Today I set out to find a few necessities that got left behind, namely hand sanitizer and an umbrella. Rather than go the the modern, WalMart owned mall, I´ve been trying to do all my shopping local-style. Shopping here in Guatemala, as with the rest of Central America, is always an adventure.
Like banking and the bureaucracy, shopping is meant to maximize human contact. There are all of two supermarkets in the city, and they are sorely lacking. But there are literally hundreds of corner bodegas. Almost all of these stores and stalls sell exactly the same assortment of odds and ends. You would think phone cards, gum and Fanta were the equivalent oxygen and water. Prices are never marked and most stuff is behind the counter, so you have to ask. Of course, many products have regional names and there are tons of false cognates, so confusion reigns supreme. My favorite: ¨¿Este pan tiene preservativas?¨ Which translates to, ¨Does this bread have condoms?¨
Even better than the bodegas are the markets, where the sheer number and variety of stalls boggles the mind. So far, I´ve only been to everyday markets in Xela. On Mondays and Fridays the city swells with crowds of people from surrounding pueblos going to market, but I have yet to join them. The everyday market is already overwhelming, a little frightening and a little fun.
The fun are the fruits and vegetables. Outside the market there are always indigenous women selling their wares. Their brightly colored traje, rainbow umbrellas, and fruits and vegetables make up a motley melee of color. The produce is piled into precipitous mountains and and spills out of baskets on the street. The women sit and shoo the flies away, chatting and offering advice. There´s an amazing variety of stuff, including some alien produce which can´t be procured in the States. Pictured here are rambuesas, one of my new favorite foods.
There is also an immense assortment of dried goods. All sorts of beans, rices, chilies, and herbs sit in rows of big, upright bags, to be sold in itty-bitty increments. I love sinking my hand down into the bags, and feeling the beans surround my fingers, a la Amelie.
The frightening is the meat section, where huge hocks of cows, pigs and goats, as well as whole chickens, ducks and geese, hang exposed on big metal hooks. The meat is chopped with cleavers and machetes, which often appear to be rusting. Flies buzz about these stalls, and rat poison is always present on the floors. Needless to say, we make sure everything is well cooked.

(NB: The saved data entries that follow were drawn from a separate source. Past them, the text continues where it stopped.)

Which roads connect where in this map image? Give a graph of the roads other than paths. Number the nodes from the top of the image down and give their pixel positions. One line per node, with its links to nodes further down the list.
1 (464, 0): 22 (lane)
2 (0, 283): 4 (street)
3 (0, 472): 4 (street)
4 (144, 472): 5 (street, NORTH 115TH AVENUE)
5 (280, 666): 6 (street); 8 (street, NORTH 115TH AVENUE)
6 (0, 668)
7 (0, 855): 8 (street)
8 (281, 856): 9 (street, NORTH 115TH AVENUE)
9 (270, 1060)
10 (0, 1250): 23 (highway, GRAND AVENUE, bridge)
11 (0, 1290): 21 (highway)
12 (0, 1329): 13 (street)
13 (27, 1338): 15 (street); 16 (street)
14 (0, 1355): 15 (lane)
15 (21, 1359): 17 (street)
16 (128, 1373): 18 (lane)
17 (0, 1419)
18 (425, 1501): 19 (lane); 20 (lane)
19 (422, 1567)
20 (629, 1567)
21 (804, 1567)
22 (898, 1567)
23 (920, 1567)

To buy bread products here is more of a challenge. Guatemalans don´t bake. Stoves are gas, and the infrastructure is lacking, so gas has to be bought by the tank, and is very expensive. Instead of using their oven, my family keeps all of their cutlery and table linens in their oven. I met a woman who was trying to teach herself to bake. She sold me a chocolate chip cookies, it didn´t have any chocolate chips in it. When I enquired about their absence, she added the chocolate chips after the fact, pressing them into the top of the cookies. To get bread I usually go to the one major bakery chain here, called Xelapan. It´s pretty unremarkable, except for their pastries shaped like dragons. But by far the best bakery in town is run by a group of Mennonite missionaries. While I don´t usually approve of evangelism, these people are bringing cookies to the fine people Xela, and I can agree with that.
The more specialized stores and higher quality restaurants are a different matter. Businesses here tend to keep odd hours and open and close on a whim. Combined with the confusing calles, it´s hard to find the same store twice. I think of finding what you want in Xela as a bit like finding Narnia in a wardrobe: If you wish hard enough, what you want will eventually appear.